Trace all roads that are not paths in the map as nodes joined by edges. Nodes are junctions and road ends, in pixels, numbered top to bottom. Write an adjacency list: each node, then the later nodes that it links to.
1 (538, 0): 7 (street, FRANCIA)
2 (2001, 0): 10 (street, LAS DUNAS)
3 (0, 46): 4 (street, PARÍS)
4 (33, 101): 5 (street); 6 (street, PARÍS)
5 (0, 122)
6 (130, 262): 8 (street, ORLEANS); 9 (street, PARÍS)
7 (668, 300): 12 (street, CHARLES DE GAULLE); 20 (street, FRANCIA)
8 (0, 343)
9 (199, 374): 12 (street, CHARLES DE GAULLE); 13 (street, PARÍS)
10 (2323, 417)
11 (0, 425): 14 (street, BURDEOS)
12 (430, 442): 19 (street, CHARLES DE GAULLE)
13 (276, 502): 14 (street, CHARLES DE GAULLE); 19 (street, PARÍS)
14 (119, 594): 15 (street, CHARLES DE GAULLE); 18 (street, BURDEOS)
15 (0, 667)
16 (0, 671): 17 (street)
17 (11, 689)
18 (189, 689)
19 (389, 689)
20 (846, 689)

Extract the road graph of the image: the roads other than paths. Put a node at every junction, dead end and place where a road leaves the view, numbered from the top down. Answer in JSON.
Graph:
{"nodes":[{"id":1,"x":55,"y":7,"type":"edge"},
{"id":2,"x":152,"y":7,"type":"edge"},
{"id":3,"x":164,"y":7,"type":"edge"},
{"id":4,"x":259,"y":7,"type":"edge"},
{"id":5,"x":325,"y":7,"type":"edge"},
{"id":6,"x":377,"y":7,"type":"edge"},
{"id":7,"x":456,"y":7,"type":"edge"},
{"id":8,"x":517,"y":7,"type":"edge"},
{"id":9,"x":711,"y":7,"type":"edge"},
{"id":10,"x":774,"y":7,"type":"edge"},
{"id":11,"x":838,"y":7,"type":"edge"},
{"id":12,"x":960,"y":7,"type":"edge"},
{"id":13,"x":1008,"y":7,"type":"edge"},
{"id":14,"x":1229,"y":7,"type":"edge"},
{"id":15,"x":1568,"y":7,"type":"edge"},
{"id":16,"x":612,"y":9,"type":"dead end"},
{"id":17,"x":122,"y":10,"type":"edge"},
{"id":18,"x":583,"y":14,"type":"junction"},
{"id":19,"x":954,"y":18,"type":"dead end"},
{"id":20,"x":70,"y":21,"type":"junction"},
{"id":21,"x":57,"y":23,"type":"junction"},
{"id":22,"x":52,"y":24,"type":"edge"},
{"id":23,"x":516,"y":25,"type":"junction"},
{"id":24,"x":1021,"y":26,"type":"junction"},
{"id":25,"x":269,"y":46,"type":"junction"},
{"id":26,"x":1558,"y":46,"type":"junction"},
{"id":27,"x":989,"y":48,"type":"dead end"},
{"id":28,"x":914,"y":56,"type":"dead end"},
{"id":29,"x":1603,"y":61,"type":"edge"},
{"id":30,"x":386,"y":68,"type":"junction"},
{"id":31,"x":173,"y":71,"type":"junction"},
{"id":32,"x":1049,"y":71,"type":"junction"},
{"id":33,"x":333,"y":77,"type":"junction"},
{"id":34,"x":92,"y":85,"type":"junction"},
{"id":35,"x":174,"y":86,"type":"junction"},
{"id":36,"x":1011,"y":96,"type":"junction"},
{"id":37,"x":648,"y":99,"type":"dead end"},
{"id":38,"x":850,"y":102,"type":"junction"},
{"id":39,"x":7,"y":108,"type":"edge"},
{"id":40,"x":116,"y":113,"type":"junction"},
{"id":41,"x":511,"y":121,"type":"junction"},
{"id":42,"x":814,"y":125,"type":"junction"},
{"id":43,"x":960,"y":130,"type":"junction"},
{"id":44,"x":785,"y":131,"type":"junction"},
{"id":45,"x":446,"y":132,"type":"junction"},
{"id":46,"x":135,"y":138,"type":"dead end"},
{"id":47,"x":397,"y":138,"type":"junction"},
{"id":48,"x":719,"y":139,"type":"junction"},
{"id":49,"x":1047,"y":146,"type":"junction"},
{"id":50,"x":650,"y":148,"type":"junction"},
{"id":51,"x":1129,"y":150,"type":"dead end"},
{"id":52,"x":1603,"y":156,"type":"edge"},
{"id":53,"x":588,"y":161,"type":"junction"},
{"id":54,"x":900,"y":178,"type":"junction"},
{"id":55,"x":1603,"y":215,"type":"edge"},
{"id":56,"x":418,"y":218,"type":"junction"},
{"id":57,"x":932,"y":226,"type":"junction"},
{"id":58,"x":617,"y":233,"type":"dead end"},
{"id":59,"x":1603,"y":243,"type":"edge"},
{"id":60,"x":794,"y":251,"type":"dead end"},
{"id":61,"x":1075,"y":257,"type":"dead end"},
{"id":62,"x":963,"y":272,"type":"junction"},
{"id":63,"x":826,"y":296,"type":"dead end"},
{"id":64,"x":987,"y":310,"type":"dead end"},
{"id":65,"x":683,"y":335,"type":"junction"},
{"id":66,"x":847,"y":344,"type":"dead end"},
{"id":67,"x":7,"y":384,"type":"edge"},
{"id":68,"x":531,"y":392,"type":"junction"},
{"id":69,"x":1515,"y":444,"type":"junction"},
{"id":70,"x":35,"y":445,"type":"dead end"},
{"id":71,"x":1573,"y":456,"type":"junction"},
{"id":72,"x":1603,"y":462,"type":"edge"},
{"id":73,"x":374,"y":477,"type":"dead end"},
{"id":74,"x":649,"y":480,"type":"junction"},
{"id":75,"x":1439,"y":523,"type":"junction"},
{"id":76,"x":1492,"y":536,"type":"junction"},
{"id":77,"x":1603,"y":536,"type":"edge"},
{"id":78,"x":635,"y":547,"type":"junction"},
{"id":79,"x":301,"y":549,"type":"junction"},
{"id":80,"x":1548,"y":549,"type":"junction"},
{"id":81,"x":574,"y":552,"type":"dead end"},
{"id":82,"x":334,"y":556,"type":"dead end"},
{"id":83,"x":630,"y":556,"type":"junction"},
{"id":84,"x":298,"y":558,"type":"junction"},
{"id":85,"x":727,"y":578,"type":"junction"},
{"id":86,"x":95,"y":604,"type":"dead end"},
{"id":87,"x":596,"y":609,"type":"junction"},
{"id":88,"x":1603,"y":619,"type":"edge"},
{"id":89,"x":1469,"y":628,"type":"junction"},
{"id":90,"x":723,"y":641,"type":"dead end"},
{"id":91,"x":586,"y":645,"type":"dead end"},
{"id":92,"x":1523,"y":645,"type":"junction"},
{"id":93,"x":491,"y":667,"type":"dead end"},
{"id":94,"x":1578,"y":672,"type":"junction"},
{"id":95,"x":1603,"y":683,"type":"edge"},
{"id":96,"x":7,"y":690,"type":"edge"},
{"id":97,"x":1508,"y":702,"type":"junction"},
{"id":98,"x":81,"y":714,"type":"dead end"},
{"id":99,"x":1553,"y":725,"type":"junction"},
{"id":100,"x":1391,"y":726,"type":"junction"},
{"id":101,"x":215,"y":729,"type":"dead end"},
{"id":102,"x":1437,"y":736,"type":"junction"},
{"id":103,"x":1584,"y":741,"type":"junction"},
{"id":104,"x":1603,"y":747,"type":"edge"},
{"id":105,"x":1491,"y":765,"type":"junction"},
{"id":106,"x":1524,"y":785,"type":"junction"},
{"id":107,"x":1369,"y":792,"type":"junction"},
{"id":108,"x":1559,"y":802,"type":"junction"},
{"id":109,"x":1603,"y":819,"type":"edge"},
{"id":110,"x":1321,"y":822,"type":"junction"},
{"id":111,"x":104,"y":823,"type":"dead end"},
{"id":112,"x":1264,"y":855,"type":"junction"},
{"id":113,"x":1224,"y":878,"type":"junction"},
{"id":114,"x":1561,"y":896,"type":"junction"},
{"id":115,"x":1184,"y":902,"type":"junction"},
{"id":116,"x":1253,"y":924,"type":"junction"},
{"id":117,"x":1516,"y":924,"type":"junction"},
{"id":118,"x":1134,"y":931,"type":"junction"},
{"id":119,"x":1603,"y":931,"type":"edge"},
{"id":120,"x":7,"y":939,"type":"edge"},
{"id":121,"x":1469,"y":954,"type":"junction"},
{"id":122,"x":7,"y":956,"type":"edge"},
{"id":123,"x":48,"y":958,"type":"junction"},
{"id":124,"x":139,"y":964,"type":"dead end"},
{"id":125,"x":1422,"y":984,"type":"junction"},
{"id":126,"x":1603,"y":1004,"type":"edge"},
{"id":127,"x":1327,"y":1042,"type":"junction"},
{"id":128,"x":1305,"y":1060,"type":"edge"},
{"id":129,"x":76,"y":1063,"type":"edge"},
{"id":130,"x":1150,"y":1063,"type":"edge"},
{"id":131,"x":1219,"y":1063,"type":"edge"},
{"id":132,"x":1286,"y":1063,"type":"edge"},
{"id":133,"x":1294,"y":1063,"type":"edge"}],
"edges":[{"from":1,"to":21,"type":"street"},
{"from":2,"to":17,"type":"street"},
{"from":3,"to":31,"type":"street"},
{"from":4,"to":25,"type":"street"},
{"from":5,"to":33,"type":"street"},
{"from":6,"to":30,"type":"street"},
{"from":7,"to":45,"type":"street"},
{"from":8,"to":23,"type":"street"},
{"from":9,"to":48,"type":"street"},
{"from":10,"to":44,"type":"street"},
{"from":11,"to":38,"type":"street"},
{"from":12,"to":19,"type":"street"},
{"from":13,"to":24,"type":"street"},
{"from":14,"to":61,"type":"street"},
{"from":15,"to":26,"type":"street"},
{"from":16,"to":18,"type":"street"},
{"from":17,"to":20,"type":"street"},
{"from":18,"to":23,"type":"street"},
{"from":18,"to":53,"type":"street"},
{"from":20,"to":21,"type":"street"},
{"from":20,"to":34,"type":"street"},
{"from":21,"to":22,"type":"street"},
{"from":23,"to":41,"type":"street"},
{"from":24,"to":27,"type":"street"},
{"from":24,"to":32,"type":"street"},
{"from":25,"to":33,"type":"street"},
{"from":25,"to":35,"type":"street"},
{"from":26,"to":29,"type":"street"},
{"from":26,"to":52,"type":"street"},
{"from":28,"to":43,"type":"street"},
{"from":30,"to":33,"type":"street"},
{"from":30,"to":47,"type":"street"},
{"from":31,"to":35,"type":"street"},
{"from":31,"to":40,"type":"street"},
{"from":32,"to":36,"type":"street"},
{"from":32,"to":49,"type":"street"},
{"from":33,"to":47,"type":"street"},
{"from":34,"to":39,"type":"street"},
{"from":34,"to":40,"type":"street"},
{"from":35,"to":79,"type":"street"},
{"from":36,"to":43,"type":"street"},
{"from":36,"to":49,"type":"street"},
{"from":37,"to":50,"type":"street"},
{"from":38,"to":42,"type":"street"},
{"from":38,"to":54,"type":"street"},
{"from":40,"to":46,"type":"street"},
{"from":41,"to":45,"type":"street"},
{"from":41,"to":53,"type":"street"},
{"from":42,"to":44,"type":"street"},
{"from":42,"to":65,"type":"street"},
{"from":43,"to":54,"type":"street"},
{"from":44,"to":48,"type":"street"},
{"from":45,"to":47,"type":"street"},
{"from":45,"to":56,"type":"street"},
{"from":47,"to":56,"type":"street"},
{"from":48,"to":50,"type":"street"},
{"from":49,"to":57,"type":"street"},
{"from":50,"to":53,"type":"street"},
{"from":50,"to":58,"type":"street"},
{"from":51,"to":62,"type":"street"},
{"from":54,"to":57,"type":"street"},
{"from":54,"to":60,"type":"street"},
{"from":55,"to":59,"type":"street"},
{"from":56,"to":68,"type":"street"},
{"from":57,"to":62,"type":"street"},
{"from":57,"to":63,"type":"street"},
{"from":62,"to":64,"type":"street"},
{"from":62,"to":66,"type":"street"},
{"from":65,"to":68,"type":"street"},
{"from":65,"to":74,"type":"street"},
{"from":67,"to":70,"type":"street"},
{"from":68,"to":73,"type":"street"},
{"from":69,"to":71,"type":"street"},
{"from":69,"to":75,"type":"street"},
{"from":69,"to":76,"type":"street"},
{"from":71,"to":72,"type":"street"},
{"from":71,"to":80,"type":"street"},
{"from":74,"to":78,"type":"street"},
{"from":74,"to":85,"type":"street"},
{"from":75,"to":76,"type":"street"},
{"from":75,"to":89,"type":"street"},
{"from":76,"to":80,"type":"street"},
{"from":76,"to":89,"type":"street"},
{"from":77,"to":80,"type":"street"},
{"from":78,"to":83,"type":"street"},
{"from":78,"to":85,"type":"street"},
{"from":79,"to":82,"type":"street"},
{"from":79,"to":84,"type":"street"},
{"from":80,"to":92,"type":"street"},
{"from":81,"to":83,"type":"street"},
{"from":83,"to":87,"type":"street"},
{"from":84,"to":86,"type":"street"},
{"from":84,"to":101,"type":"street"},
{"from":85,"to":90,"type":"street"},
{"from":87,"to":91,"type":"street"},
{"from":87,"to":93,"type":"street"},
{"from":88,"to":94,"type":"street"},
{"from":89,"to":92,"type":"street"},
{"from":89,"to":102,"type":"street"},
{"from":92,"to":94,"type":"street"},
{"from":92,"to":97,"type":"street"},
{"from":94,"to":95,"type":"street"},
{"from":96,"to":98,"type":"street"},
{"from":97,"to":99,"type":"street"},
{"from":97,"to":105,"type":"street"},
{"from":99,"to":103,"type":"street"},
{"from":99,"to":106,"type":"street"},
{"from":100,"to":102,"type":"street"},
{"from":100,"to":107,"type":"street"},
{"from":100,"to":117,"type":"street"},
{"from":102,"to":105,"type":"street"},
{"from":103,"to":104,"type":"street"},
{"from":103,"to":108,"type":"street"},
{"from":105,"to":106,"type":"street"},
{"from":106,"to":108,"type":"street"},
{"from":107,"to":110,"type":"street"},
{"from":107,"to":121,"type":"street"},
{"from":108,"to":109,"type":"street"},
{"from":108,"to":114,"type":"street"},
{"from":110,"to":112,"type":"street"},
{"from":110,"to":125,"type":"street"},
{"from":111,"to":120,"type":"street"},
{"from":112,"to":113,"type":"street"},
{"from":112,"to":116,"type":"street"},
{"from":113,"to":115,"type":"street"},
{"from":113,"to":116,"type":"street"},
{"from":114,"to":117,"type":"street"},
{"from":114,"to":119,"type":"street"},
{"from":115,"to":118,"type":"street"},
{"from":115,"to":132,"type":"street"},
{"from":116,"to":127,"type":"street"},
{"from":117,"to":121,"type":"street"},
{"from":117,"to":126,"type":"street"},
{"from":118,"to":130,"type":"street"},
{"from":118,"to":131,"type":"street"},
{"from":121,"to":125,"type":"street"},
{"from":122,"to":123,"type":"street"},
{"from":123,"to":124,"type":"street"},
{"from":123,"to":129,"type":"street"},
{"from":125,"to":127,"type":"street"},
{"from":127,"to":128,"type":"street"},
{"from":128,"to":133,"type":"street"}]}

*The problem:* The answer should hold only the lines from the start of the records above through the line containing "Extract the road", each set down exactly.

*Answer space:*
Trace all roads that are not paths in the map as nodes joined by edges. Nodes are junctions and road ends, in pixels, numbered top to bottom. Write an adjacency list: each node, then the later nodes that it links to.
1 (538, 0): 7 (street, FRANCIA)
2 (2001, 0): 10 (street, LAS DUNAS)
3 (0, 46): 4 (street, PARÍS)
4 (33, 101): 5 (street); 6 (street, PARÍS)
5 (0, 122)
6 (130, 262): 8 (street, ORLEANS); 9 (street, PARÍS)
7 (668, 300): 12 (street, CHARLES DE GAULLE); 20 (street, FRANCIA)
8 (0, 343)
9 (199, 374): 12 (street, CHARLES DE GAULLE); 13 (street, PARÍS)
10 (2323, 417)
11 (0, 425): 14 (street, BURDEOS)
12 (430, 442): 19 (street, CHARLES DE GAULLE)
13 (276, 502): 14 (street, CHARLES DE GAULLE); 19 (street, PARÍS)
14 (119, 594): 15 (street, CHARLES DE GAULLE); 18 (street, BURDEOS)
15 (0, 667)
16 (0, 671): 17 (street)
17 (11, 689)
18 (189, 689)
19 (389, 689)
20 (846, 689)

Extract the road graph of the image: the roads other than paths. Put a node at every junction, dead end and place where a road leaves the view, numbered from the top down. Answer in JSON.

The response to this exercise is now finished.